> _Work task_: For the data below, say how many lines contain "above". Only the number should be given.

> _Exercise input_:
:::
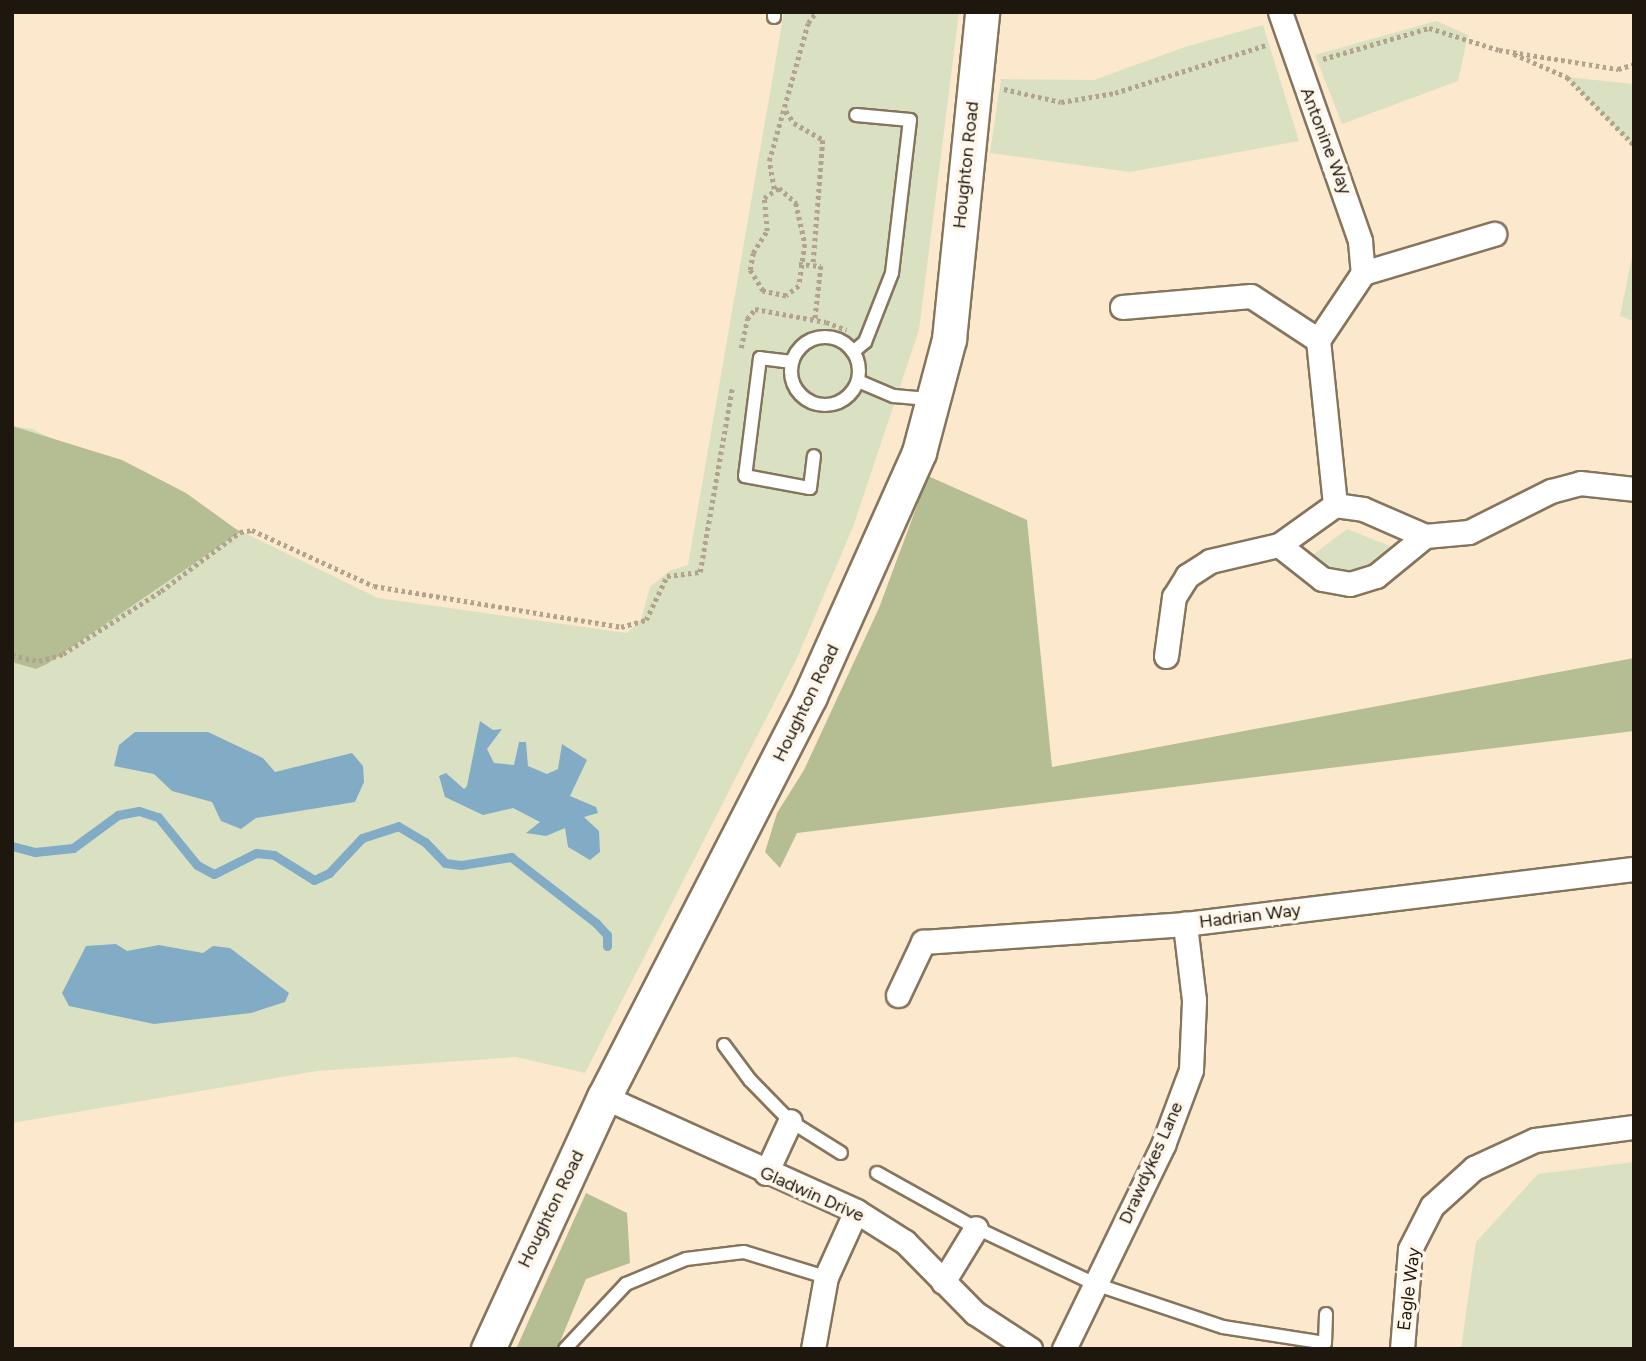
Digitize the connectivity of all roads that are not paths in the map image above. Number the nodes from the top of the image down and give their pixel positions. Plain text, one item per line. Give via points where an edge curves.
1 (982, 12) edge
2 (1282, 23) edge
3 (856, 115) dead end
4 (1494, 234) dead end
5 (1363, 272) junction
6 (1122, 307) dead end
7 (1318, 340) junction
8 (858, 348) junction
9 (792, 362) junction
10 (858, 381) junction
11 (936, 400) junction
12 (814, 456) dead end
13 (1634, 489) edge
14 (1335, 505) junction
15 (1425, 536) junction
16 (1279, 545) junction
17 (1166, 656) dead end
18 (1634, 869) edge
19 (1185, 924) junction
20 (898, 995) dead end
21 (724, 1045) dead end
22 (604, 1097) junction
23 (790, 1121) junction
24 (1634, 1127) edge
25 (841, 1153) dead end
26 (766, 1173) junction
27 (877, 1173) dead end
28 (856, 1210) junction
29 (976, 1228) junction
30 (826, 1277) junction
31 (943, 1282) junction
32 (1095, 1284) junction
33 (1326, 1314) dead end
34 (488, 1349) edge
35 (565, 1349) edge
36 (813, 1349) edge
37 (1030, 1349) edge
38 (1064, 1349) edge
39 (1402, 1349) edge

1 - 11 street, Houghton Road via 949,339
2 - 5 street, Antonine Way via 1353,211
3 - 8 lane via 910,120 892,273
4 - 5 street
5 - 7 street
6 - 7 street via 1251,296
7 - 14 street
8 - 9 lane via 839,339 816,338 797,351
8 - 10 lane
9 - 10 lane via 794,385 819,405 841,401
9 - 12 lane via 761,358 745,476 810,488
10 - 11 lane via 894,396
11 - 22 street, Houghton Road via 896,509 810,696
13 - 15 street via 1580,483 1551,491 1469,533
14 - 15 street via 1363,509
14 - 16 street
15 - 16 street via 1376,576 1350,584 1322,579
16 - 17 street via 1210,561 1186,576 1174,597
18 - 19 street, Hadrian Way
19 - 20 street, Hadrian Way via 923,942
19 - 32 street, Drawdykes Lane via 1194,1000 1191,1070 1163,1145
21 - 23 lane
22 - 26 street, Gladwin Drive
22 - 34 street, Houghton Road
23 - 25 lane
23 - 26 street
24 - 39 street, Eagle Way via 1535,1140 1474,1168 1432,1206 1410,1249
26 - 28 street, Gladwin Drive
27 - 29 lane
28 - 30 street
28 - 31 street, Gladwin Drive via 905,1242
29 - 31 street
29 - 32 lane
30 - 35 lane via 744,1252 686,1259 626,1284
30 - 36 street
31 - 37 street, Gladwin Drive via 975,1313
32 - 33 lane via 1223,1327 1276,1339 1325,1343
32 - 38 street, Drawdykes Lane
:::
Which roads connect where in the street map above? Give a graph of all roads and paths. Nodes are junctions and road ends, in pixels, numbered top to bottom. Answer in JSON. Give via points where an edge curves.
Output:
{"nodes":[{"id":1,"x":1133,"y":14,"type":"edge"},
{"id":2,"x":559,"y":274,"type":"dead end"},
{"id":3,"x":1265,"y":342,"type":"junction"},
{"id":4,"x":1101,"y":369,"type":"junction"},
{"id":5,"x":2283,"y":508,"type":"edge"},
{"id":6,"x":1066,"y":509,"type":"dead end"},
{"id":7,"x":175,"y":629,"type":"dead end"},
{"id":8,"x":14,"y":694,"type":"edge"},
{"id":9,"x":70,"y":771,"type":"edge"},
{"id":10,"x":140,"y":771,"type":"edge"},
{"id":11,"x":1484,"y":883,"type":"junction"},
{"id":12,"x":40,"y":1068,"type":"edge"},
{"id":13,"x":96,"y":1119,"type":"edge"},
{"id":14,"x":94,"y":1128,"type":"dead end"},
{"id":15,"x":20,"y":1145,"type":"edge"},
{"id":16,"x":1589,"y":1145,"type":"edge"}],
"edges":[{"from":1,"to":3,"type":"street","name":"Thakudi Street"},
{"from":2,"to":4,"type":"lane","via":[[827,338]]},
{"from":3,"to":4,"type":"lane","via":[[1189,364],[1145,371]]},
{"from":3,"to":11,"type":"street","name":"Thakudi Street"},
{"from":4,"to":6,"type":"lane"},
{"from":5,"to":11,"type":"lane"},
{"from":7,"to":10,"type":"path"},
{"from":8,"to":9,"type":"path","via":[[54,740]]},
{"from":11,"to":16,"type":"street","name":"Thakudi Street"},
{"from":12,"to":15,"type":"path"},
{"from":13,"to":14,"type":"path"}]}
:::
> _Written answer_: 2